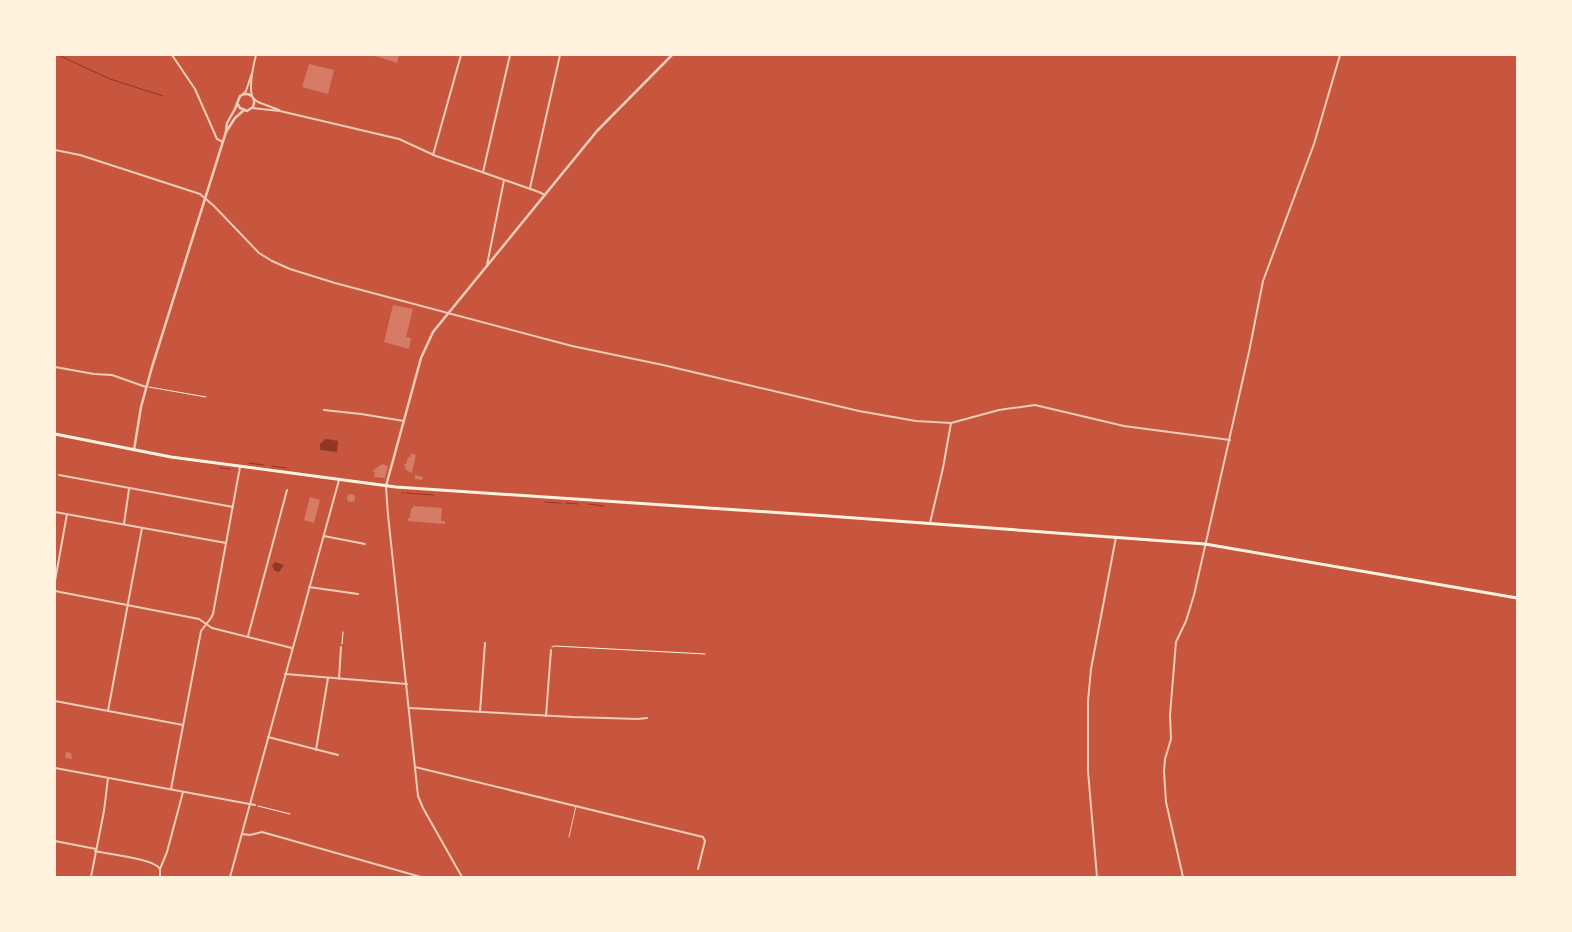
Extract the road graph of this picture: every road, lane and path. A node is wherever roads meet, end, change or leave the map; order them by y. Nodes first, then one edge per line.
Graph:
1 (172, 55) edge
2 (256, 55) edge
3 (461, 55) edge
4 (510, 55) edge
5 (560, 55) edge
6 (672, 55) edge
7 (1340, 55) edge
8 (252, 72) junction
9 (243, 94) junction
10 (252, 96) junction
11 (254, 99) junction
12 (237, 103) junction
13 (252, 108) junction
14 (243, 110) junction
15 (280, 111) junction
16 (226, 132) junction
17 (223, 142) junction
18 (55, 150) edge
19 (433, 155) junction
20 (483, 172) junction
21 (504, 180) junction
22 (530, 188) junction
23 (545, 195) junction
24 (205, 198) junction
25 (487, 266) junction
26 (448, 313) junction
27 (55, 367) edge
28 (146, 387) junction
29 (206, 397) dead end
30 (324, 410) dead end
31 (404, 421) junction
32 (951, 423) junction
33 (55, 434) edge
34 (1230, 440) junction
35 (133, 451) junction
36 (240, 467) junction
37 (59, 475) dead end
38 (339, 480) junction
39 (386, 486) junction
40 (129, 489) junction
41 (287, 490) dead end
42 (233, 507) junction
43 (55, 512) edge
44 (67, 514) junction
45 (930, 523) junction
46 (124, 524) junction
47 (142, 528) junction
48 (324, 536) junction
49 (1116, 537) junction
50 (226, 543) junction
51 (365, 544) dead end
52 (1205, 544) junction
53 (55, 581) edge
54 (309, 587) junction
55 (55, 591) edge
56 (358, 594) dead end
57 (1517, 598) edge
58 (127, 605) junction
59 (206, 624) junction
60 (343, 632) dead end
61 (248, 636) junction
62 (485, 643) dead end
63 (341, 647) joint
64 (292, 648) junction
65 (551, 650) joint
66 (705, 654) dead end
67 (285, 674) junction
68 (328, 678) junction
69 (339, 679) junction
70 (407, 684) junction
71 (55, 701) edge
72 (410, 708) junction
73 (108, 711) junction
74 (480, 712) junction
75 (546, 716) junction
76 (647, 718) dead end
77 (183, 725) junction
78 (268, 737) junction
79 (316, 750) junction
80 (338, 755) dead end
81 (415, 767) junction
82 (55, 768) edge
83 (108, 778) junction
84 (171, 789) junction
85 (183, 792) junction
86 (250, 805) junction
87 (255, 805) joint
88 (576, 806) junction
89 (290, 814) dead end
90 (242, 834) junction
91 (569, 837) dead end
92 (55, 841) edge
93 (96, 850) junction
94 (160, 869) junction
95 (698, 869) dead end
96 (90, 877) edge
97 (160, 877) edge
98 (230, 877) edge
99 (421, 877) edge
100 (462, 877) edge
101 (1098, 877) edge
102 (1183, 877) edge

1 - 17 street
2 - 8 street
3 - 19 street
4 - 20 street
5 - 22 street
6 - 23 street
7 - 34 street
8 - 9 street
8 - 10 street
9 - 10 street
9 - 12 street
10 - 11 street
11 - 13 street
11 - 15 street
12 - 14 street
12 - 16 street
13 - 14 street
13 - 15 street
14 - 16 street
15 - 19 street
16 - 17 street
17 - 24 street
18 - 24 street
19 - 20 street
20 - 21 street
21 - 22 street
21 - 25 street
22 - 23 street
23 - 25 street
24 - 26 street
24 - 28 street
25 - 26 street
26 - 31 street
26 - 32 street
27 - 28 street
28 - 29 path
28 - 35 street
30 - 31 street
31 - 39 street
32 - 34 street
32 - 45 street
33 - 35 main road
34 - 52 street
35 - 36 main road
36 - 38 main road
36 - 42 street
37 - 40 street
38 - 39 main road
38 - 48 street
39 - 45 main road
39 - 70 street
40 - 42 street
40 - 46 street
41 - 61 street
42 - 50 street
43 - 44 street
44 - 46 street
44 - 53 street
45 - 49 main road
46 - 47 street
47 - 50 street
47 - 58 street
48 - 51 street
48 - 54 street
49 - 52 main road
49 - 101 street
50 - 59 street
52 - 57 main road
52 - 102 street
54 - 56 street
54 - 64 street
55 - 58 street
58 - 59 street
58 - 73 street
59 - 61 street
59 - 77 street
60 - 63 path
61 - 64 street
62 - 74 street
63 - 69 street
64 - 67 street
65 - 66 path
65 - 75 street
67 - 68 street
67 - 78 street
68 - 69 street
68 - 79 street
69 - 70 street
70 - 72 street
71 - 73 street
72 - 74 street
72 - 81 street
73 - 77 street
74 - 75 street
75 - 76 street
77 - 84 street
78 - 79 street
78 - 86 street
79 - 80 street
81 - 88 street
81 - 100 street
82 - 83 street
83 - 84 street
83 - 93 street
84 - 85 street
85 - 86 street
85 - 94 street
86 - 87 street
86 - 90 street
87 - 89 path
88 - 91 lane
88 - 95 street
90 - 98 street
90 - 99 street
92 - 93 street
93 - 94 street
93 - 96 street
94 - 97 street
══════════════════════════════
Your objective — Look for the word "main" in every line of the listing and copy the lines that have it.

Solution to this task —
33 - 35 main road
35 - 36 main road
36 - 38 main road
38 - 39 main road
39 - 45 main road
45 - 49 main road
49 - 52 main road
52 - 57 main road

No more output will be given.